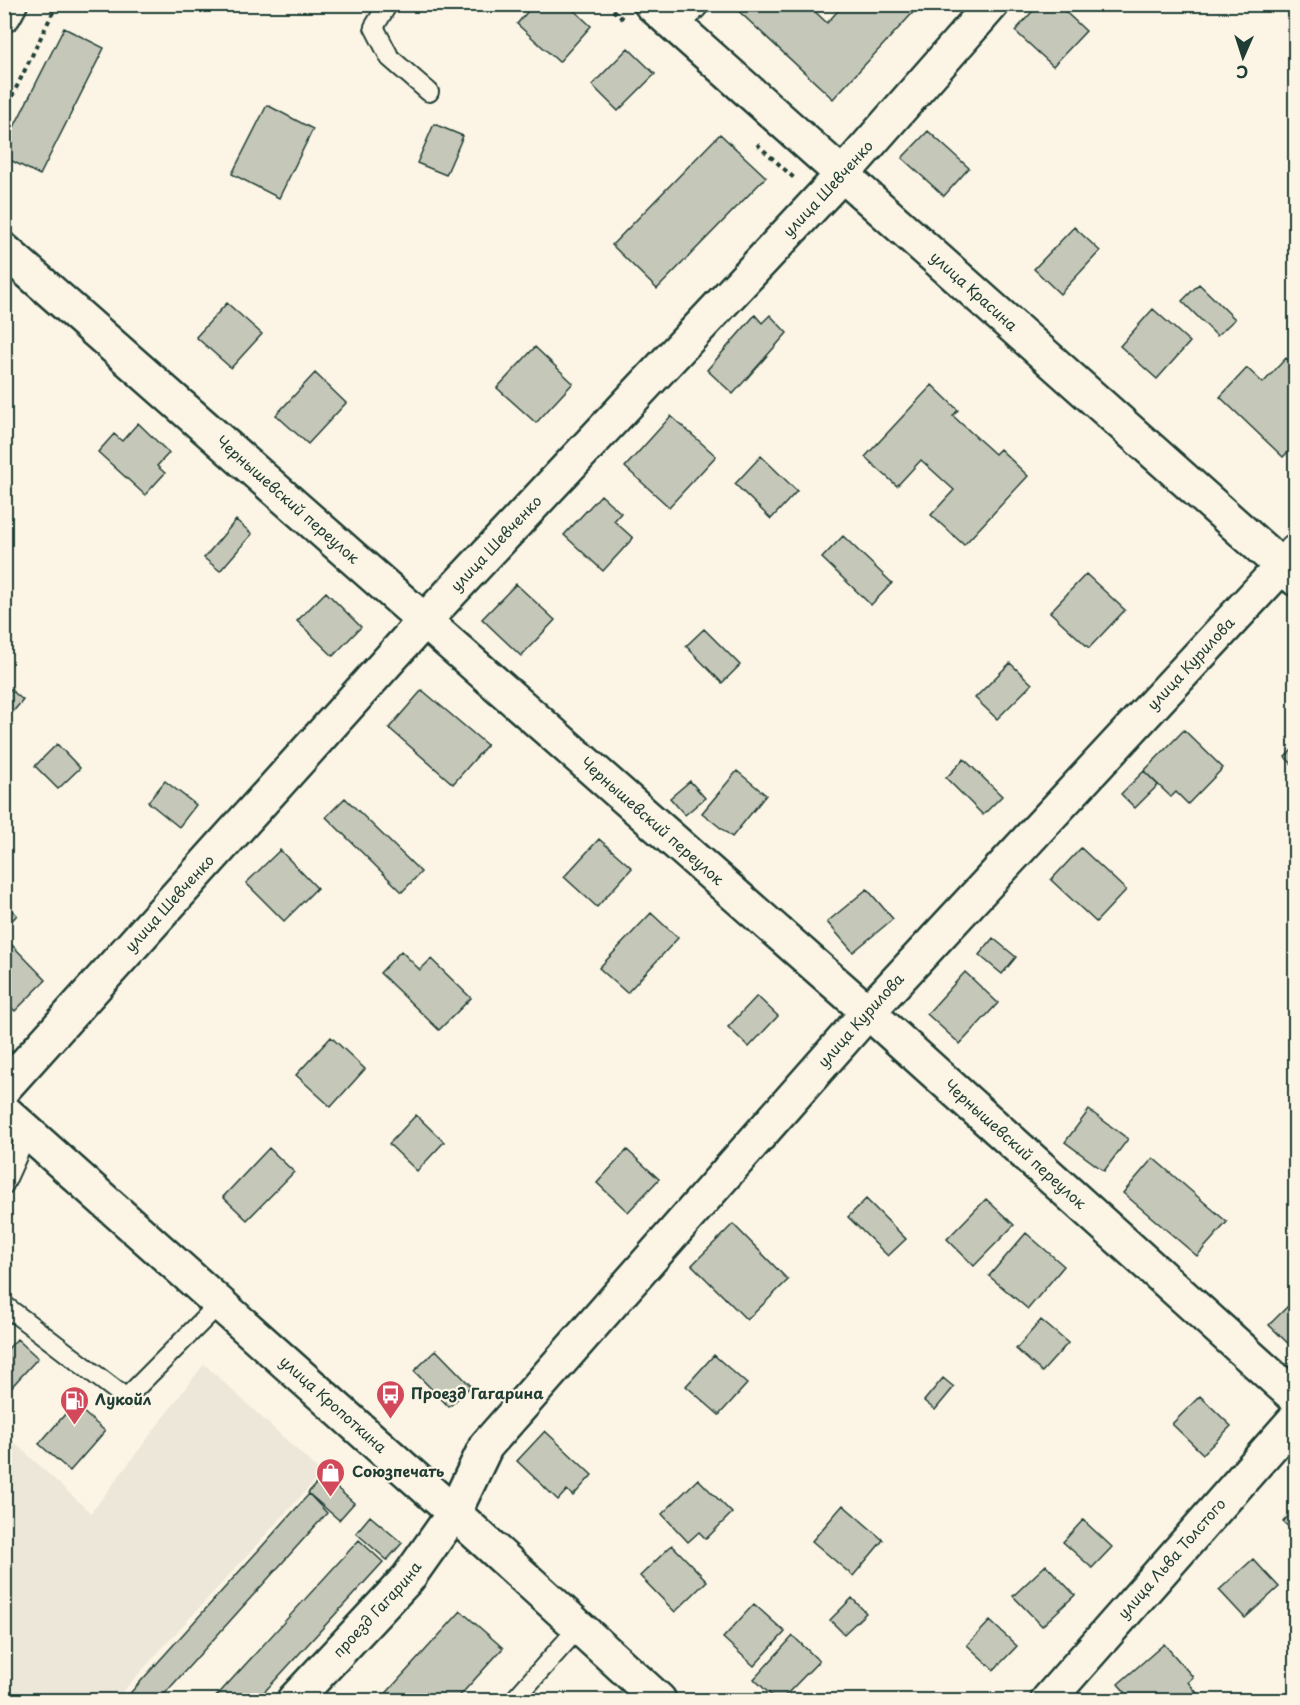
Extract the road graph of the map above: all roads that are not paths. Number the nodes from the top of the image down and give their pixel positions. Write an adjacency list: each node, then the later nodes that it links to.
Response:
1 (10, 4): 6 (street)
2 (388, 4): 8 (lane)
3 (651, 4): 7 (street, улица Красина)
4 (701, 4): 7 (lane)
5 (991, 5): 9 (street, улица Шевченко)
6 (4, 15)
7 (678, 29): 9 (street, улица Красина)
8 (429, 92)
9 (843, 174): 11 (street, улица Красина); 12 (street, улица Шевченко)
10 (4, 250): 12 (street, Чернышевский переулок)
11 (1291, 565): 13 (street, улица Курилова)
12 (424, 621): 13 (street, Чернышевский переулок); 14 (street, улица Шевченко)
13 (868, 1012): 20 (street, Чернышевский переулок); 22 (street, улица Курилова)
14 (4, 1088)
15 (4, 1111): 16 (street, улица Кропоткина)
16 (28, 1132): 17 (lane); 18 (street, улица Кропоткина)
17 (4, 1185)
18 (219, 1304): 19 (lane); 22 (street, улица Кропоткина)
19 (4, 1305)
20 (1296, 1398)
21 (1296, 1418): 27 (street, улица Льва Толстого)
22 (454, 1513): 23 (street, улица Кропоткина); 24 (street, проезд Гагарина)
23 (579, 1627): 25 (lane); 26 (street, улица Кропоткина)
24 (294, 1701)
25 (514, 1701)
26 (659, 1701)
27 (1048, 1701)

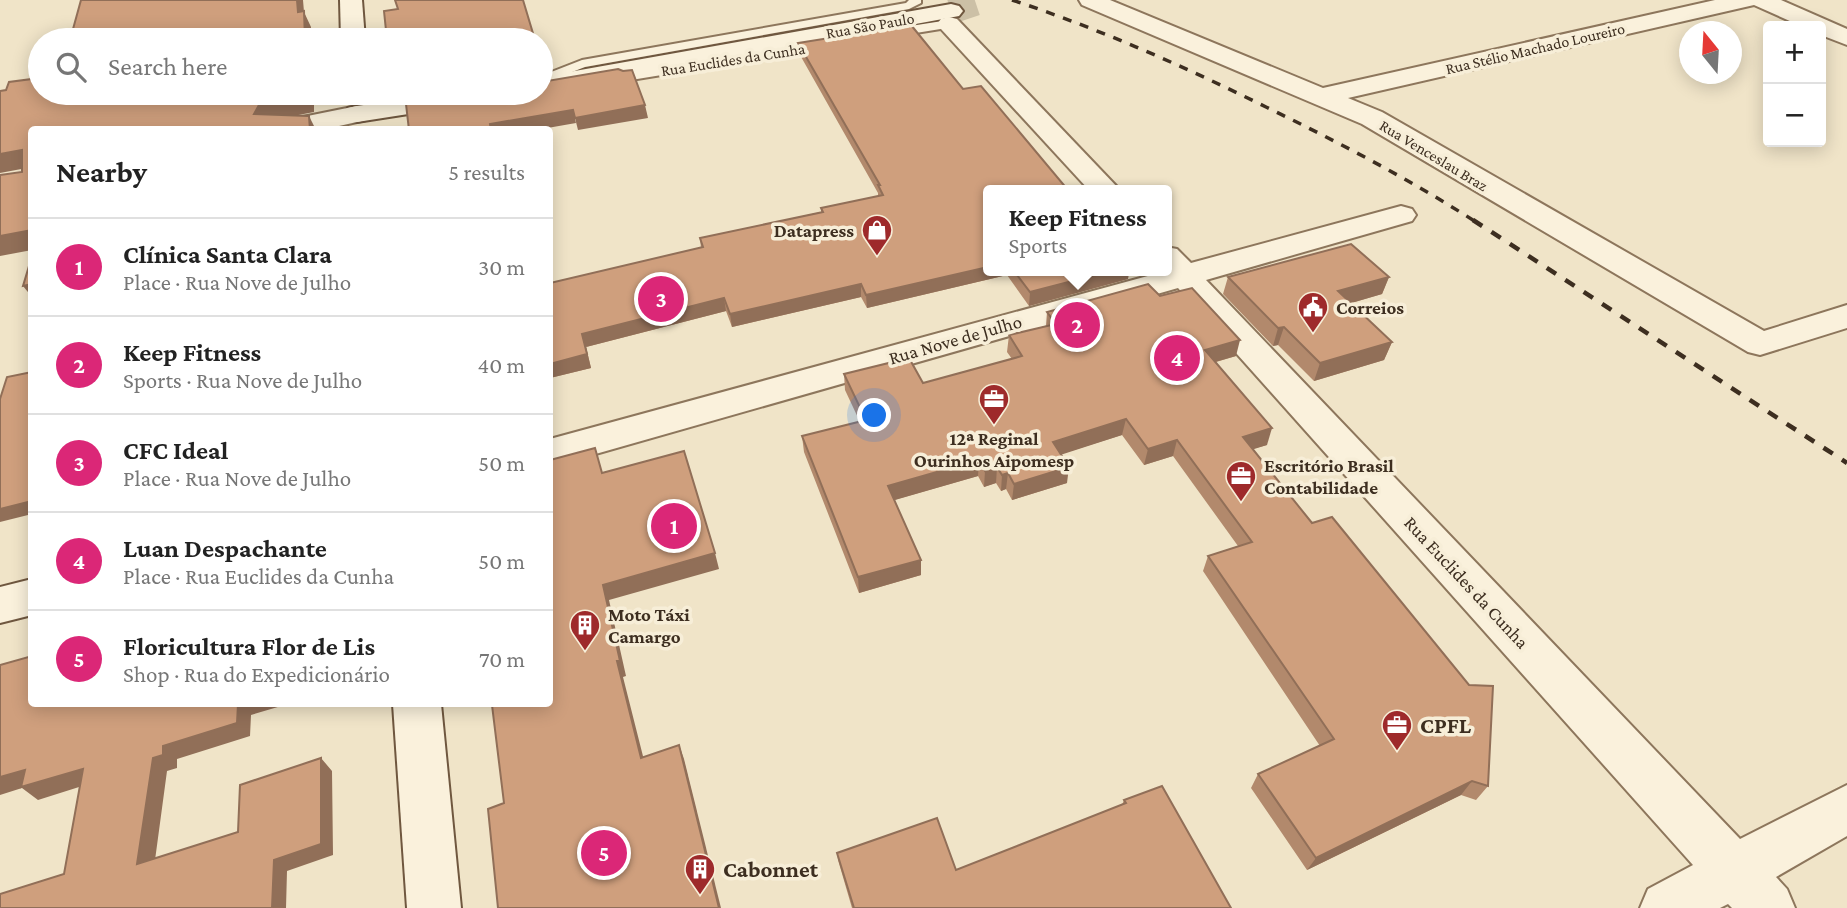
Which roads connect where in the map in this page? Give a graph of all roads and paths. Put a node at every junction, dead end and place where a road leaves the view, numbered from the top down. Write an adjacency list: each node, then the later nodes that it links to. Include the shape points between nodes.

####

● **Required action**
Print the whole listing above once more, word for word, without its pictures.

● **Response below**
Extract the road graph of the map above: all roads that are not paths. Number the nodes from the top of the image down and give their pixel positions. Write an adjacency list: each node, then the later nodes that it links to.
Response:
1 (10, 4): 6 (street)
2 (388, 4): 8 (lane)
3 (651, 4): 7 (street, улица Красина)
4 (701, 4): 7 (lane)
5 (991, 5): 9 (street, улица Шевченко)
6 (4, 15)
7 (678, 29): 9 (street, улица Красина)
8 (429, 92)
9 (843, 174): 11 (street, улица Красина); 12 (street, улица Шевченко)
10 (4, 250): 12 (street, Чернышевский переулок)
11 (1291, 565): 13 (street, улица Курилова)
12 (424, 621): 13 (street, Чернышевский переулок); 14 (street, улица Шевченко)
13 (868, 1012): 20 (street, Чернышевский переулок); 22 (street, улица Курилова)
14 (4, 1088)
15 (4, 1111): 16 (street, улица Кропоткина)
16 (28, 1132): 17 (lane); 18 (street, улица Кропоткина)
17 (4, 1185)
18 (219, 1304): 19 (lane); 22 (street, улица Кропоткина)
19 (4, 1305)
20 (1296, 1398)
21 (1296, 1418): 27 (street, улица Льва Толстого)
22 (454, 1513): 23 (street, улица Кропоткина); 24 (street, проезд Гагарина)
23 (579, 1627): 25 (lane); 26 (street, улица Кропоткина)
24 (294, 1701)
25 (514, 1701)
26 (659, 1701)
27 (1048, 1701)

Which roads connect where in the map in this page? Give a graph of all roads and paths. Put a node at every junction, dead end and place where a road leaves the view, numbered from the top down. Write an adjacency list: each node, then the later nodes that it links to. Include the shape points between nodes.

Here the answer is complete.